The Dataset The primary goal of releasing the SGD dataset is to confront many real-world challenges that are not sufficiently captured by existing datasets. The SGD dataset consists of over 18k annotated multi-domain, task-oriented conversations between a human and a virtual assistant. These conversations involve interactions with services and APIs spanning 17 domains, ranging from banks and events to media, calendar, travel, and weather. For most of these domains, the SGD dataset contains multiple different APIs, many of which have overlapping functionalities but different interfaces, which reflects common real-world scenarios. SGD is the first dataset to cover such a wide variety of domains and provide multiple APIs per domain. Furthermore, to quantify the robustness of models to changes in API interfaces or to the addition of new APIs, the evaluation set contains many new services that are not present in the training set.

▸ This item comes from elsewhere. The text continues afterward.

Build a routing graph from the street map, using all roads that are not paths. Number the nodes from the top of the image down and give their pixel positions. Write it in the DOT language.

For the creation of the SGD dataset, we have prioritized the variety and accuracy of annotations in the included dialogues. To begin with, dialogues were collected by interaction between two people using a Wizard-of-Oz style process, followed by crowdsourced annotation. Initial efforts revealed the difficulty in obtaining consistent annotations using this method, so we developed a new data collection process that minimized the need for complex manual annotation, and considerably reduced the time and cost of data collection.

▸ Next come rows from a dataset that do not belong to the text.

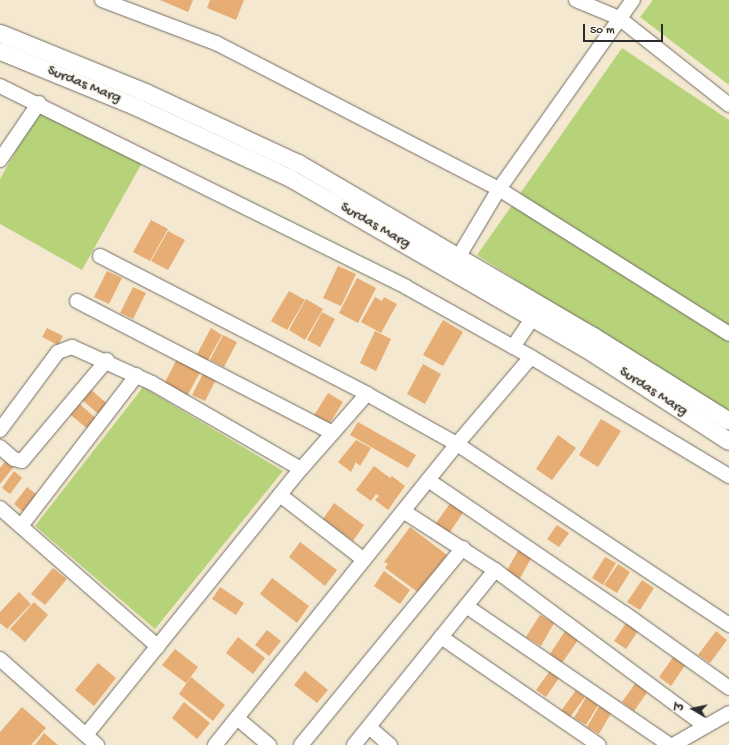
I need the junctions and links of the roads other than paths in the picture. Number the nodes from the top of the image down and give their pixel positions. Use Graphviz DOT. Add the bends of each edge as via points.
graph roads {
  1 [pos="102,0"];
  2 [pos="576,0"];
  3 [pos="633,0"];
  4 [pos="619,18"];
  5 [pos="0,33"];
  6 [pos="0,50"];
  7 [pos="0,86"];
  8 [pos="39,103"];
  9 [pos="729,105"];
  10 [pos="0,160"];
  11 [pos="499,189"];
  12 [pos="100,256"];
  13 [pos="459,256"];
  14 [pos="450,270"];
  15 [pos="77,301"];
  16 [pos="533,317"];
  17 [pos="729,334"];
  18 [pos="513,347"];
  19 [pos="531,357"];
  20 [pos="107,360"];
  21 [pos="137,375"];
  22 [pos="367,394"];
  23 [pos="729,421"];
  24 [pos="0,430"];
  25 [pos="333,433"];
  26 [pos="729,441"];
  27 [pos="457,444"];
  28 [pos="0,447"];
  29 [pos="301,469"];
  30 [pos="729,476"];
  31 [pos="428,480"];
  32 [pos="280,495"];
  33 [pos="0,508"];
  34 [pos="404,511"];
  35 [pos="20,526"];
  36 [pos="463,548"];
  37 [pos="364,560"];
  38 [pos="494,570"];
  39 [pos="466,606"];
  40 [pos="729,625"];
  41 [pos="441,637"];
  42 [pos="158,647"];
  43 [pos="0,659"];
  44 [pos="729,688"];
  45 [pos="729,712"];
  46 [pos="237,718"];
  47 [pos="705,726"];
  48 [pos="369,727"];
  49 [pos="86,735"];
  50 [pos="97,745"];
  51 [pos="215,745"];
  52 [pos="269,745"];
  53 [pos="301,745"];
  54 [pos="354,745"];
  55 [pos="390,745"];
  56 [pos="599,745"];
  57 [pos="670,745"];
  58 [pos="673,745"];
  1 -- 11 [label="street" via="216,44"];
  2 -- 4 [label="street"];
  3 -- 4 [label="street"];
  4 -- 9 [label="street"];
  4 -- 11 [label="street"];
  5 -- 13 [label="main road, Surdas Marg" via="145,92 298,163"];
  6 -- 14 [label="main road, Surdas Marg" via="135,106 290,178"];
  7 -- 8 [label="street"];
  8 -- 10 [label="street"];
  8 -- 18 [label="street" via="406,287"];
  11 -- 13 [label="street"];
  11 -- 17 [label="street"];
  12 -- 22 [label="street"];
  13 -- 14 [label="main road"];
  13 -- 23 [label="main road, Surdas Marg"];
  14 -- 16 [label="main road, Surdas Marg"];
  15 -- 25 [label="street"];
  16 -- 18 [label="street"];
  16 -- 26 [label="main road, Surdas Marg"];
  18 -- 19 [label="street"];
  19 -- 27 [label="street"];
  19 -- 30 [label="street"];
  20 -- 21 [label="street"];
  20 -- 24 [label="street" via="81,349 64,348 58,352"];
  20 -- 28 [label="street" via="22,461 14,459"];
  21 -- 29 [label="street"];
  21 -- 35 [label="street"];
  22 -- 25 [label="street"];
  22 -- 27 [label="street"];
  25 -- 29 [label="street"];
  27 -- 31 [label="street"];
  27 -- 40 [label="street"];
  29 -- 32 [label="street"];
  31 -- 34 [label="street"];
  31 -- 44 [label="street" via="624,613"];
  32 -- 37 [label="street"];
  32 -- 42 [label="street"];
  33 -- 35 [label="street"];
  34 -- 36 [label="street"];
  34 -- 37 [label="street"];
  35 -- 42 [label="street"];
  36 -- 38 [label="street"];
  36 -- 53 [label="street"];
  37 -- 46 [label="street"];
  38 -- 39 [label="street"];
  38 -- 47 [label="street"];
  39 -- 41 [label="street"];
  39 -- 57 [label="street"];
  41 -- 48 [label="street"];
  41 -- 56 [label="street"];
  42 -- 49 [label="street"];
  43 -- 49 [label="street"];
  45 -- 47 [label="street"];
  46 -- 51 [label="street"];
  46 -- 52 [label="street"];
  47 -- 58 [label="street"];
  48 -- 54 [label="street"];
  48 -- 55 [label="street"];
  49 -- 50 [label="street"];
}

For this alternate approach, we developed a multi-domain dialogue simulator that generates dialogue skeletons over an arbitrary combination of APIs, along with the corresponding annotations, such as dialogue state and system actions. The simulator consists of two agents playing the role of the user and the assistant. Both the agents interact with each other using a finite set of actions denoting dialogue semantics with transitions specified through a probabilistic automaton, designed to capture a wide variety of dialogue trajectories. The actions generated by the simulator are converted into natural language utterances using a set of templates. Crowdsourcing is used only for paraphrasing these templatized utterances in order to make the dialogue more natural and coherent. This setup eliminates the need for complicated domain-specific instructions while keeping the crowdsourcing task simple and yields natural dialogues with consistent, high quality annotations.
Steps for obtaining dialogues, with assistant turns marked in red and user turns in blue. Left: The simulator generates a dialogue skeleton using a finite set of actions. Center: Actions are converted into utterances using templates (~50 per service) and slot values are replaced with natural variations. Right: Paraphrasing via crowdsourcing to make the flow cohesive.
The Schema-Guided Approach With the availability of the SGD dataset, it is now possible to train virtual assistants to support the diversity of services available on the web. A common approach to do this requires a large master schema that lists all supported functions and their parameters. However, it is difficult to develop a master schema catering to all possible use cases. Even if that problem is solved, a master schema would complicate integration of new or small-scale services and would increase the maintenance workload of the assistant. Furthermore, while there are many similar concepts across services that can be jointly modeled, for example, the similarities in logic for querying or specifying the number of movie tickets, flight tickets or concert tickets, the master schema approach does not facilitate joint modeling of such concepts, unless an explicit mapping between them is manually defined.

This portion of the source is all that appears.